Casi todo el poemario tiene un interlocutor que coincide con un destinatario. Y es que aún está vivo Pepe el Romano para derribar la existencia de todas las Bernardas Albas que ya no existen. Y de vez en cuando la poeta se mira. Se mira, se ve, y nos dice qué ve en ella, tal vez criatura del deshielo detrás de sus muros. Es como si volviera al principio, como si  nunca, a pesar de la ola expansiva en la que caben la ciudad y él, ella no se hubiera ido del todo de sí misma.
Caminando por el poemario se encuentran decepciones y súplicas. Y es que la locura de amor no es un invento de Cifesa, y sin llegar a esa explicitud, es inevitable que algún amago de otoño nos cubra el rostro aunque no lleguemos a preguntarnos si no amaneciera.
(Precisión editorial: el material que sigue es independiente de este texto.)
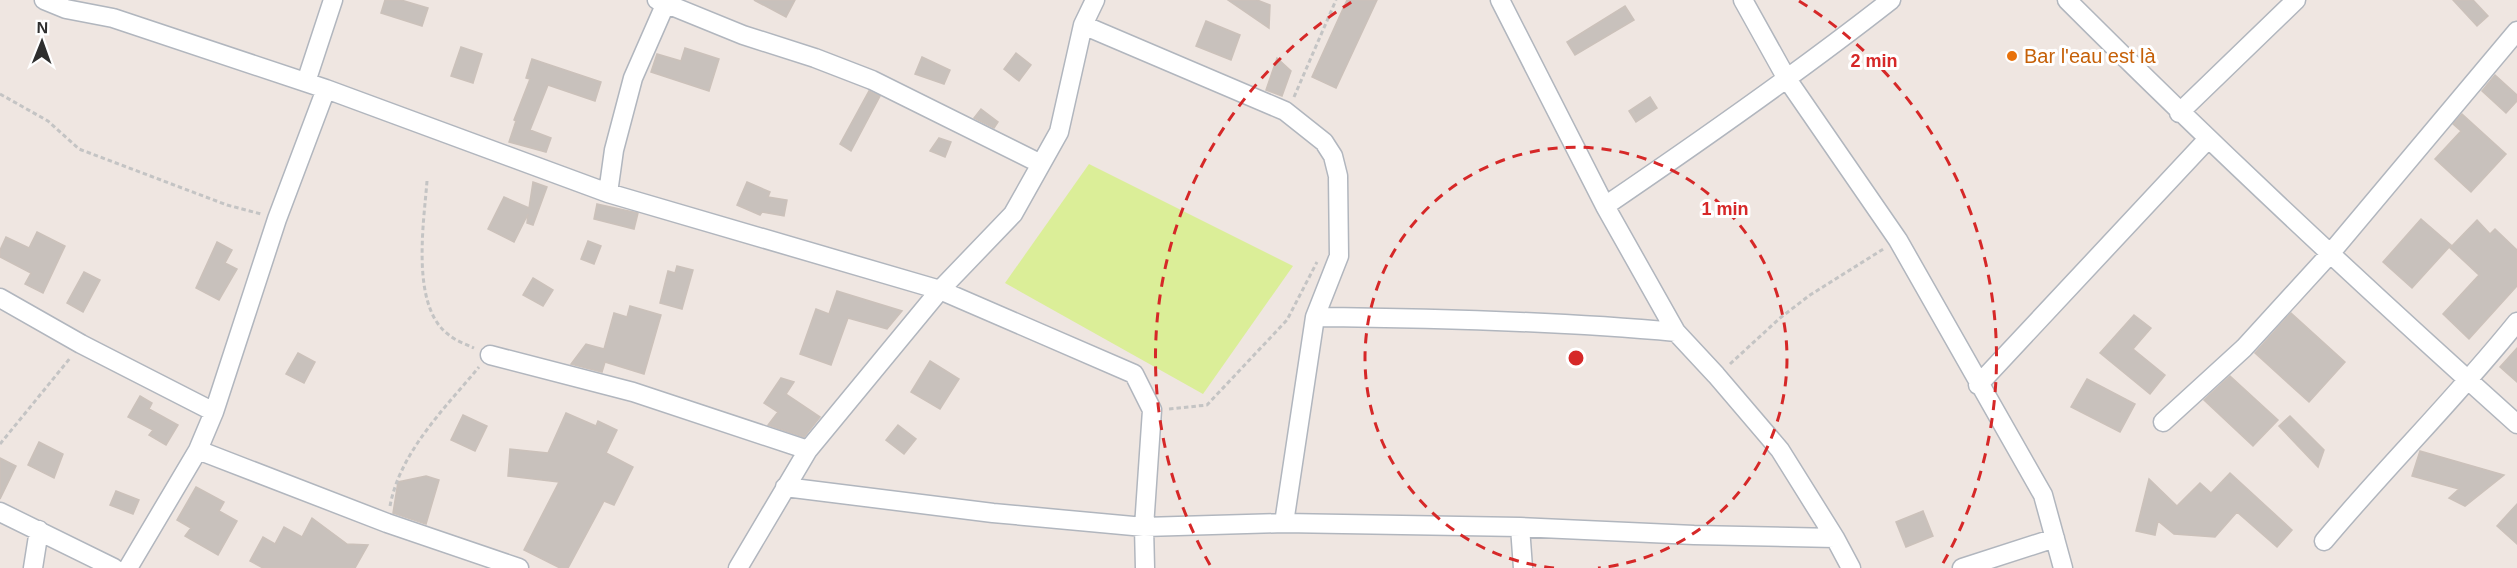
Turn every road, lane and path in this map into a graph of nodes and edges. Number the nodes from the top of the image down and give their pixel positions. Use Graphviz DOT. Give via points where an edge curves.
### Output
graph roads {
  1 [pos="44,0"];
  2 [pos="333,0"];
  3 [pos="1095,0"];
  4 [pos="1336,0"];
  5 [pos="1500,0"];
  6 [pos="1743,0"];
  7 [pos="1891,0"];
  8 [pos="2067,0"];
  9 [pos="2296,0"];
  10 [pos="661,2"];
  11 [pos="1083,25"];
  12 [pos="2517,31"];
  13 [pos="1787,79"];
  14 [pos="306,82"];
  15 [pos="326,89"];
  16 [pos="0,94"];
  17 [pos="1285,111"];
  18 [pos="2180,113"];
  19 [pos="2207,140"];
  20 [pos="1041,164"];
  21 [pos="427,181"];
  22 [pos="608,193"];
  23 [pos="1605,206"];
  24 [pos="277,219"];
  25 [pos="1898,240"];
  26 [pos="2329,255"];
  27 [pos="1339,256"];
  28 [pos="940,290"];
  29 [pos="0,298"];
  30 [pos="1315,317"];
  31 [pos="2517,322"];
  32 [pos="1676,332"];
  33 [pos="81,344"];
  34 [pos="490,355"];
  35 [pos="1716,375"];
  36 [pos="2469,381"];
  37 [pos="1978,385"];
  38 [pos="1152,410"];
  39 [pos="214,412"];
  40 [pos="2163,422"];
  41 [pos="2517,424"];
  42 [pos="0,444"];
  43 [pos="198,450"];
  44 [pos="808,450"];
  45 [pos="785,488"];
  46 [pos="0,512"];
  47 [pos="387,523"];
  48 [pos="1284,523"];
  49 [pos="1144,527"];
  50 [pos="1520,527"];
  51 [pos="39,530"];
  52 [pos="1835,538"];
  53 [pos="2055,538"];
  54 [pos="2324,541"];
  55 [pos="33,568"];
  56 [pos="114,568"];
  57 [pos="128,568"];
  58 [pos="519,568"];
  59 [pos="738,568"];
  60 [pos="1145,568"];
  61 [pos="1522,568"];
  62 [pos="1851,568"];
  63 [pos="1962,568"];
  64 [pos="2063,568"];
  1 -- 14 [label="street" via="66,9 113,18"];
  2 -- 14 [label="street"];
  3 -- 11 [label="street"];
  4 -- 17 [label="path" via="1299,90"];
  5 -- 23 [label="street"];
  6 -- 13 [label="street"];
  7 -- 13 [label="street"];
  8 -- 18 [label="street"];
  9 -- 18 [label="street"];
  10 -- 20 [label="street" via="872,80"];
  10 -- 22 [label="street" via="633,78 614,150"];
  11 -- 17 [label="street"];
  11 -- 20 [label="street" via="1059,132"];
  12 -- 26 [label="street"];
  13 -- 23 [label="street"];
  13 -- 25 [label="street"];
  14 -- 15 [label="street"];
  15 -- 22 [label="street"];
  15 -- 24 [label="street"];
  16 -- 24 [label="path" via="48,121 79,149 227,205"];
  17 -- 27 [label="street" via="1324,142 1333,156 1338,176"];
  18 -- 19 [label="street"];
  19 -- 26 [label="street"];
  19 -- 37 [label="street"];
  20 -- 28 [label="street" via="1013,214"];
  21 -- 34 [label="path" via="422,241 428,309 447,335"];
  22 -- 28 [label="street"];
  23 -- 32 [label="street"];
  24 -- 39 [label="street"];
  25 -- 35 [label="path" via="1810,295"];
  25 -- 37 [label="street"];
  26 -- 36 [label="street"];
  26 -- 40 [label="street" via="2244,348"];
  27 -- 30 [label="street"];
  27 -- 38 [label="path" via="1314,264 1287,320 1207,405"];
  28 -- 38 [label="street" via="1134,374"];
  28 -- 44 [label="street"];
  29 -- 33 [label="street"];
  30 -- 32 [label="street" via="1462,318"];
  30 -- 48 [label="street"];
  31 -- 36 [label="street"];
  32 -- 35 [label="street"];
  33 -- 39 [label="street"];
  33 -- 42 [label="path"];
  34 -- 44 [label="street" via="633,392"];
  34 -- 47 [label="path" via="433,421 395,482"];
  35 -- 52 [label="street" via="1780,450"];
  36 -- 41 [label="street"];
  36 -- 54 [label="street"];
  37 -- 53 [label="street" via="2043,495"];
  38 -- 49 [label="street"];
  39 -- 43 [label="street"];
  43 -- 47 [label="street"];
  43 -- 57 [label="street"];
  44 -- 45 [label="street"];
  45 -- 49 [label="street" via="959,510"];
  45 -- 59 [label="street"];
  46 -- 51 [label="street"];
  47 -- 58 [label="street"];
  48 -- 49 [label="street"];
  48 -- 50 [label="street"];
  49 -- 60 [label="street"];
  50 -- 52 [label="street"];
  50 -- 61 [label="street"];
  51 -- 55 [label="street"];
  51 -- 56 [label="street"];
  52 -- 62 [label="street"];
  53 -- 63 [label="street"];
  53 -- 64 [label="street"];
}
Embarcase en un libro donde viven los poemas es confirmar una vez más que la vida gira y tiene mil caras. Es mejor andar sin un pensamiento único y erudito que quedarse quieto. Entonces uno no sabe si estamos ante un poemario de amor o ante una acumulación de sentidos que va mucho más allá. Qué más da. Probablemente la riqueza del libro está en el mestizaje, en abrir muchas puertas y no cerrar ninguna, en dejar al lector que vaya trasegando todas las confirmaciones y todas las preguntas.
Yo creo que ha nacido un libro muy rico.
En él cabe el amor, el fantasma del desamor, la fe en cada confirmación, el costumbrismo, el descreimiento, el miedo.
Y todo eso a bordo de  un lenguaje que es una de las grandes conquistas de Andrea Vega, un lenguaje que despierta a una aventura literaria donde la joven poeta, de modo natural, consigue el milagro de escribir lo que aún no estaba  escrito.
Me refiero, sobre todo, a las formas líricas, donde no hay ni asomo de amaneramiento ni claudicación a las admiraciones, tentación tan abundante de la que se salva por el talento. La eternidad de los temas es siempre indisoluble, y nadie puede espigar hasta el punto de ignorar las espigas que ya estaban en el huerto de Juan Ramón Jiménez y siguen estando después de tantos años desde que él se fue.
La vida no se negocia, se cuenta hombre a hombre, mujer a mujer, poeta a poeta.
Quiera o no quiera, Andrea Vega es ella misma.